私のカントリー別冊 暮らしのおへそ特別編 おへその旅 出版社 株式会社 主婦と生活社
こんな人にオススメ
- 繰り返す日常の中でもやもやしている人
- 流行りの場所に行くのではなく、心に残る旅がしたい人
- 旅に出たくても、時間やお金がない人
本のご紹介
5日間仕事をこなして、2日間休んで、また仕事に行く。
ご飯を作って、洗濯機を回して、入浴後お風呂を掃除する。
良くも悪くも、同じことの繰り返し。
それが毎日続くと、なんだか心が疲れていく。
このマンネリからちょっと抜け出したい。
いつもと違う環境に身を置きたい。
気分転換に旅行に行こう。
旅行雑誌や旅行サイトを開いて、今話題のスポットや流行りを吟味してみる。
でも、と心が待ったをかける。
旅行に行けば、このもやもや感は晴れるのだろうか。
そこへ行ったら、いつまで続くか分からない答えが見つかるのだろうか。
そもそも、お金も時間も足りない……。
旅行に行く前から、ため息を吐いてしまう。
「旅行」ではなく「旅」をしてみてはどうだろうか。
そこがテレビで紹介されたからとか、インスタで話題になっていたとか
”目的地”に遊びにいくのが「旅行」のイメージ。
そこにある空気感を味わったり、そこまでの過程を楽しむのが「旅」のイメージ。
いつも同じ枠の中で生活しているのなら、
あえて自分の周りにあった世界とは別のものを見に行ってみる。
そこに答えがあるのではないかと本書では語られている。
そして、旅をしたあと、家に帰ってみると
当たり前だった日常が、新鮮な発見で輝きはじめるはず。
新しい扉を開ける旅は、その場で終わることなく
自宅へと「持って帰れる」旅。
「いつも」を変えてくれる旅なのです。
例えば、寝台列車で目的地に向かう旅。
東京から北海道へ向かうには、飛行機なら約1時間半だが、寝台列車だと約14時間かかる。
(尚、2024年現在はこの路線は廃止されている)
でも、寝台列車の速度でないと見えない風景。
列車の中で楽しむちょっとしたデリカッセン。
列車の振動が、自分が目的地へと運ばれているんだと実感させられる。
移動手段ひとつ変わるだけで、旅行から旅へと変わる。
実際にそこにある風景や空気感を味わうのも、旅の醍醐味である。
洞爺湖の雄大さに触れて、複雑になっている思考回路がリセットされる。
奈良の仏像の前に佇むと、本を読むだけでは味わえないリアル感に包まれる。
山登り最中の自分の息遣いや、心臓の鼓動で生きていることを実感する。
どれも頭で知るのと体の五感を使って知るのとではまったく違う。
旅とは遠くに行かなくてはならない。
特別な場所に泊まらなくてはならない。
お金をかけなくてはならない。
そんなことはない。
「旅」はすぐそこにある。
例えば、まだ誰も起きていない朝焼け頃に、うっすらと照らされた近所を散歩してみる。
開店の準備をしているお店。
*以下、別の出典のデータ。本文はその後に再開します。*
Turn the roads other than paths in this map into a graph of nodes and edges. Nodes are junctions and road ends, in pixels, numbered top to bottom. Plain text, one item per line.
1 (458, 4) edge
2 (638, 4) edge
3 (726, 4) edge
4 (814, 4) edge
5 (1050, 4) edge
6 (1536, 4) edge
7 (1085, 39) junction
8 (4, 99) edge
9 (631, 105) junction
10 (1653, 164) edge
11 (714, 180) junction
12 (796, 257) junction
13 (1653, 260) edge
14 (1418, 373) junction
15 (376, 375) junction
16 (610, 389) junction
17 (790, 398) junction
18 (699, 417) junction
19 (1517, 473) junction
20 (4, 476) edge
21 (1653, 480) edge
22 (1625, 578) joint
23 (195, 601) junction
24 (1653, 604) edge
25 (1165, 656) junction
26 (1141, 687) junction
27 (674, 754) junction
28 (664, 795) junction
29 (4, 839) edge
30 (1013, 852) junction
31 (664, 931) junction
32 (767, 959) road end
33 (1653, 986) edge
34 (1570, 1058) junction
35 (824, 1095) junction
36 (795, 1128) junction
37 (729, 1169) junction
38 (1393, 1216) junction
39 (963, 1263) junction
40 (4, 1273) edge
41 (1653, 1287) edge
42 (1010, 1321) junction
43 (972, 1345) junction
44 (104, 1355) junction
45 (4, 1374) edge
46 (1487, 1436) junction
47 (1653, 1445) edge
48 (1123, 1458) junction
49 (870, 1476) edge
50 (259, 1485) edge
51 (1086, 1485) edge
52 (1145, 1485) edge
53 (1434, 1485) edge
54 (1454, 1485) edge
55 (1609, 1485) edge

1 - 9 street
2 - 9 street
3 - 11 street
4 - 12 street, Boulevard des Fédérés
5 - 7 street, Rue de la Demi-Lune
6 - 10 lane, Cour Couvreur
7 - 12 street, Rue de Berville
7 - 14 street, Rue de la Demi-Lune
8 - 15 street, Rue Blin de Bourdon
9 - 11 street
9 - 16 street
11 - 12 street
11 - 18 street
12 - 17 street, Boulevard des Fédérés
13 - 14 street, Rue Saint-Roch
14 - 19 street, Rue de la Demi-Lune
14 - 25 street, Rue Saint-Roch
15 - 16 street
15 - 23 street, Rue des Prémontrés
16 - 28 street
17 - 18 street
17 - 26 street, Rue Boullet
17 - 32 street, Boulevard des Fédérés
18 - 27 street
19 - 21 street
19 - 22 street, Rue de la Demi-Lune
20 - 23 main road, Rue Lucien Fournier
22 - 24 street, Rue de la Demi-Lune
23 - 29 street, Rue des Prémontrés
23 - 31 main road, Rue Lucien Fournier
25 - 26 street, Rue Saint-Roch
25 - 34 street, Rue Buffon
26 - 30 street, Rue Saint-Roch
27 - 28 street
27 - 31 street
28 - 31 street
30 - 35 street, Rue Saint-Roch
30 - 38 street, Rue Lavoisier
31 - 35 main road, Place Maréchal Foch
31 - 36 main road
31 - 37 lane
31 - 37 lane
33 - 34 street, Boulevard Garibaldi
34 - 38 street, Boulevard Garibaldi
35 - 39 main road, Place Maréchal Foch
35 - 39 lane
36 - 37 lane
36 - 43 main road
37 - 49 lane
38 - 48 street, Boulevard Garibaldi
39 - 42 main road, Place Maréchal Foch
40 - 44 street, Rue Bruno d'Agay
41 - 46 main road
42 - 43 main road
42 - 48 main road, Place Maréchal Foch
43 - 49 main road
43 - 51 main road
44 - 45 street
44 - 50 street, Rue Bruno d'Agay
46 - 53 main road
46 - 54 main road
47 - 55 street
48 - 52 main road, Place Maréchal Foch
自動車が一台も通っていない道路。すずめのさえずり。
それだけで、見知らぬ土地を訪れたようだ。
県外ではなく、近くの宿に泊まって過ごすのも素敵である。
その時は、ペンとノートを持ち込んでじっくり自分と見つめ合う時間を過ごしてみる。
ネットではなく自分の足で、近所のお気に入りのお店をみつけるのだって旅である。
きらびやかではないかもれないけれど、
「いつも」を変えてくれる旅が、この本の中には詰まっている。